All that is needed is the number of lines in the records that contain the word "Lương", stated without anything else.

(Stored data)
-- Opening Marker --

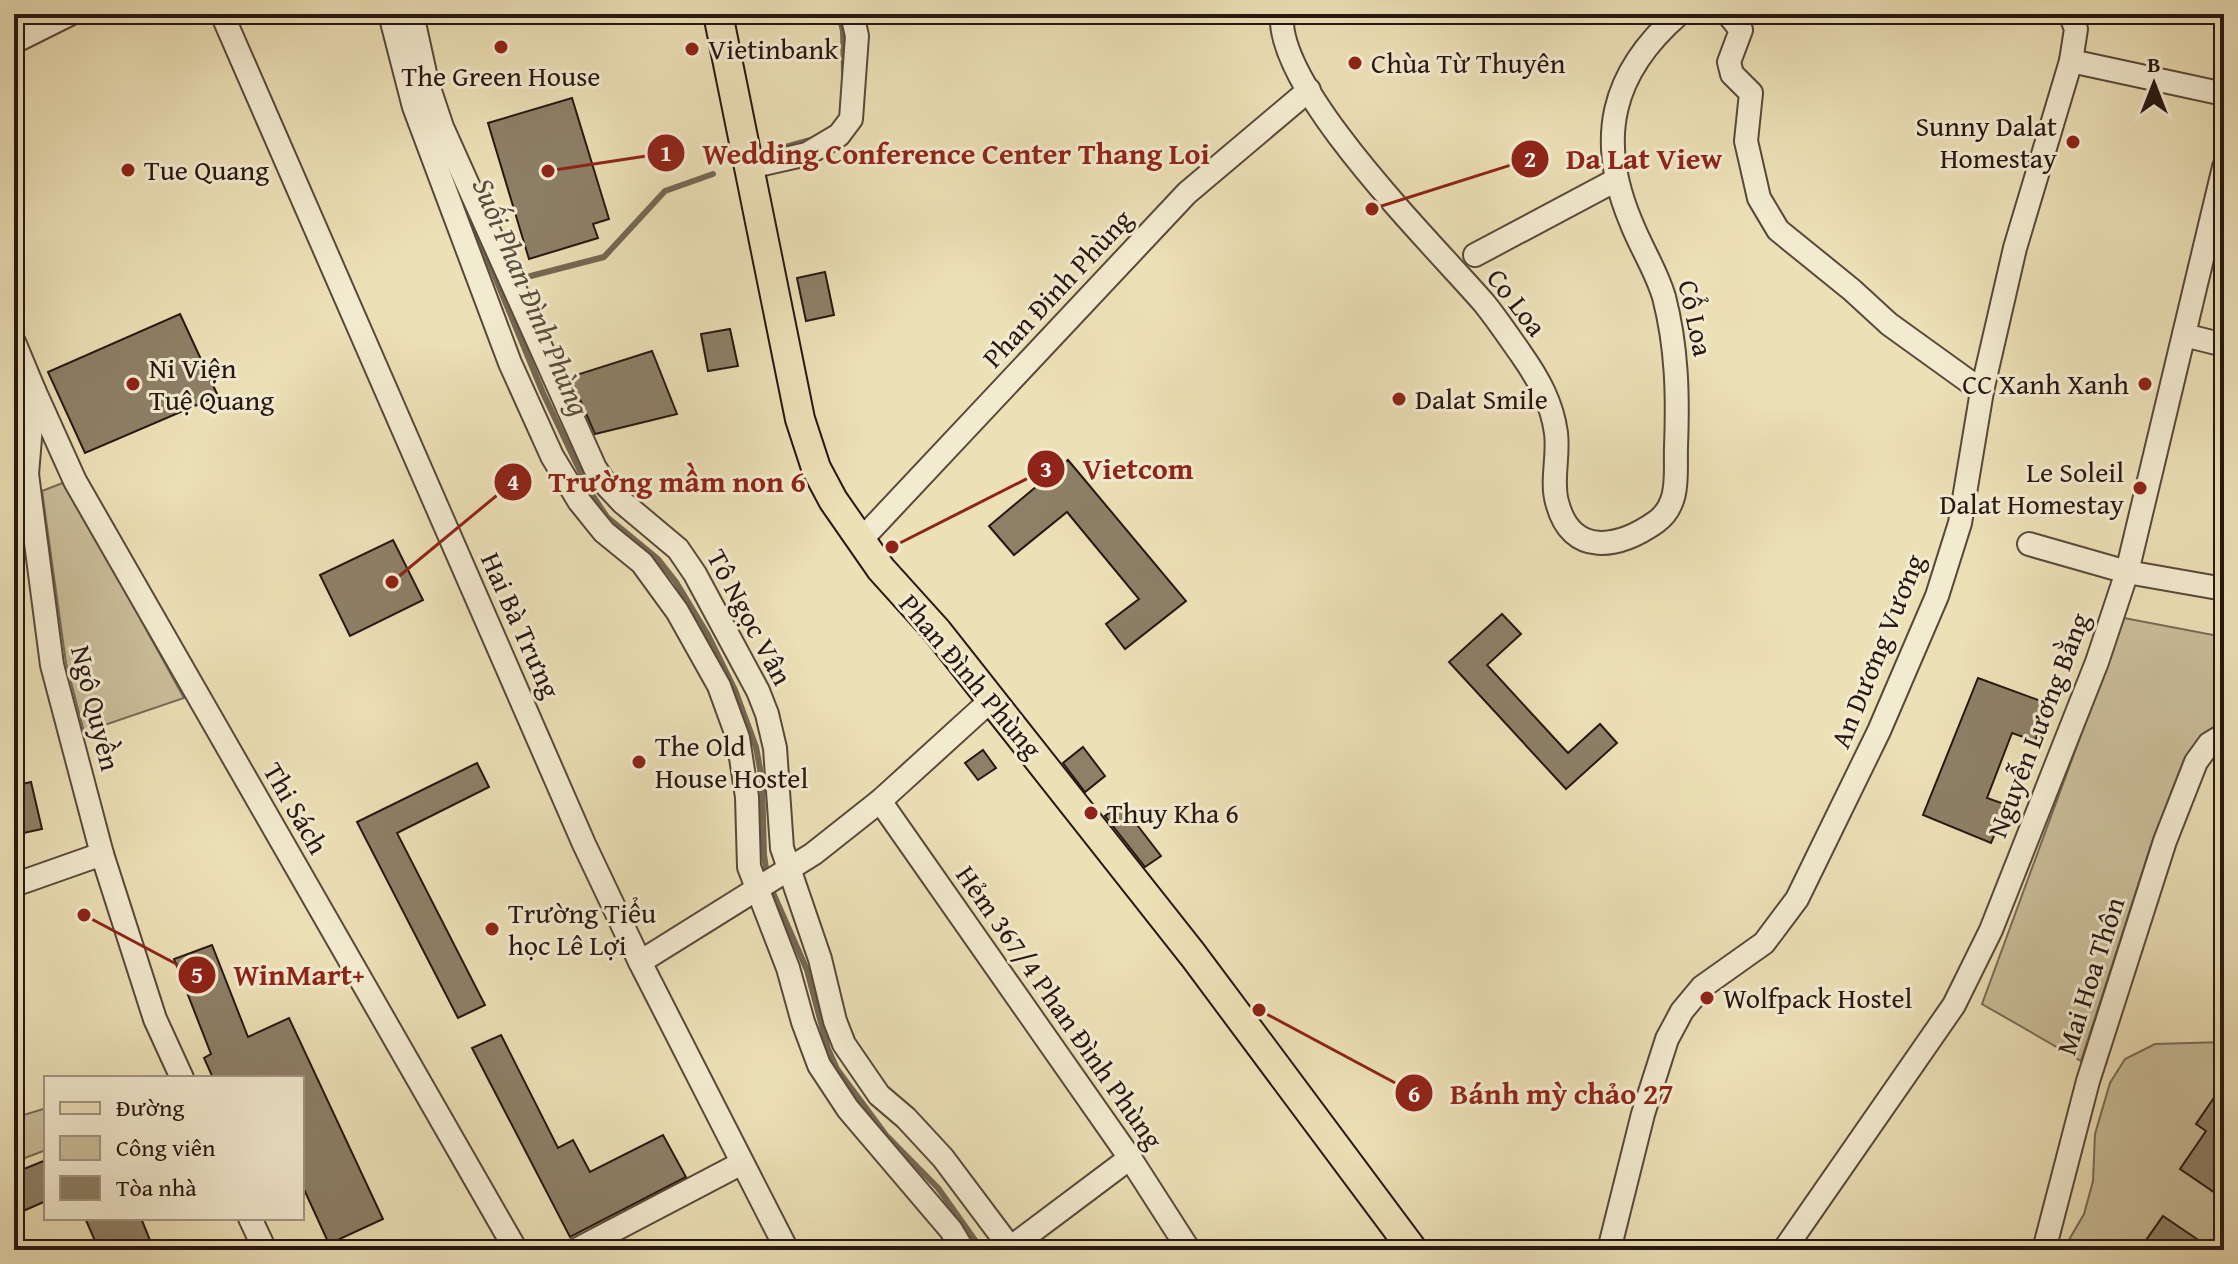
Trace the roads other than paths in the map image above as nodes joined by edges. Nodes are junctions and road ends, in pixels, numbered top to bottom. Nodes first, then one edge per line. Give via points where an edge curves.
1 (70, 14) edge
2 (222, 14) edge
3 (390, 14) edge
4 (412, 14) edge
5 (718, 14) edge
6 (852, 14) edge
7 (1282, 14) edge
8 (1679, 14) edge
9 (1728, 14) edge
10 (2070, 14) edge
11 (14, 42) edge
12 (2071, 61) junction
13 (1309, 90) junction
14 (2224, 94) edge
15 (750, 167) junction
16 (2224, 167) edge
17 (1616, 180) junction
18 (1475, 255) dead end
19 (2184, 335) junction
20 (14, 342) edge
21 (2224, 345) edge
22 (1982, 391) junction
23 (24, 392) edge
24 (861, 540) junction
25 (2029, 544) dead end
26 (2127, 572) junction
27 (2224, 589) edge
28 (990, 701) junction
29 (2224, 735) edge
30 (880, 801) junction
31 (102, 854) junction
32 (787, 871) junction
33 (14, 885) edge
34 (756, 891) junction
35 (640, 962) junction
36 (181, 1076) edge
37 (1130, 1158) junction
38 (742, 1163) junction
39 (251, 1220) edge
40 (1011, 1249) edge
41 (265, 1250) edge
42 (516, 1250) edge
43 (576, 1250) edge
44 (787, 1250) edge
45 (963, 1250) edge
46 (1189, 1250) edge
47 (1413, 1250) edge
48 (1609, 1250) edge
49 (1784, 1250) edge
50 (2044, 1250) edge

1 - 11 street
2 - 35 street, Hai Bà Trưng
3 - 34 street via 419,121 510,363 552,456 579,501 604,532 642,563 677,611 719,686 738,738 749,867
4 - 32 street, Tô Ngọc Vân via 442,127 595,468 622,502 678,549 758,691 775,748 780,841
5 - 15 main road, Phan Đình Phùng
6 - 15 street via 857,36 851,119 839,135 807,154
7 - 13 street, Co Loa via 1281,35
8 - 17 street via 1642,51 1619,99 1613,120
9 - 22 street via 1741,30 1729,62 1732,74 1751,93 1746,141 1759,198 1778,230 1889,324
10 - 12 street, An Dương Vương via 2076,29
12 - 14 street
12 - 22 street, An Dương Vương via 2015,248
13 - 17 street, Co Loa via 1361,166 1486,305 1531,369 1546,393 1556,432 1556,500 1565,525 1584,540 1609,545 1660,519 1673,502 1679,402 1664,297
13 - 24 street, Phan Đinh Phùng via 1187,193
15 - 24 main road, Phan Đình Phùng via 800,419 816,468
16 - 19 street, Nguyễn Lương Bằng
17 - 18 street
19 - 21 street
19 - 26 street, Nguyễn Lương Bằng
20 - 23 street, Ngô Quyền
22 - 48 street, An Dương Vương via 1960,523 1937,596 1879,731 1782,921 1764,943 1702,987 1667,1039
23 - 31 street, Ngô Quyền via 27,474 52,665
23 - 42 street, Thi Sách
24 - 28 main road, Phan Đình Phùng
25 - 26 street
26 - 27 street
26 - 49 street, Nguyễn Lương Bằng via 1991,930 1954,1005
28 - 30 street
28 - 47 main road, Phan Đình Phùng via 1201,964
29 - 50 street, Mai Hoa Thôn via 2196,762 2165,841 2088,1081
30 - 32 street
30 - 37 street, Hẻm 367/4 Phan Đình Phùng
31 - 33 street
31 - 36 street, Ngô Quyền via 155,1019
32 - 34 street
32 - 40 street, Tô Ngọc Vân via 844,1044 879,1095 943,1158
34 - 35 street
34 - 45 street via 819,1065 848,1109
35 - 38 street, Hai Bà Trưng
37 - 40 street
37 - 46 street, Hẻm 367/4 Phan Đình Phùng
38 - 43 street
38 - 44 street, Hai Bà Trưng
39 - 41 street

-- Closing Marker --

**Answer to the problem:** 3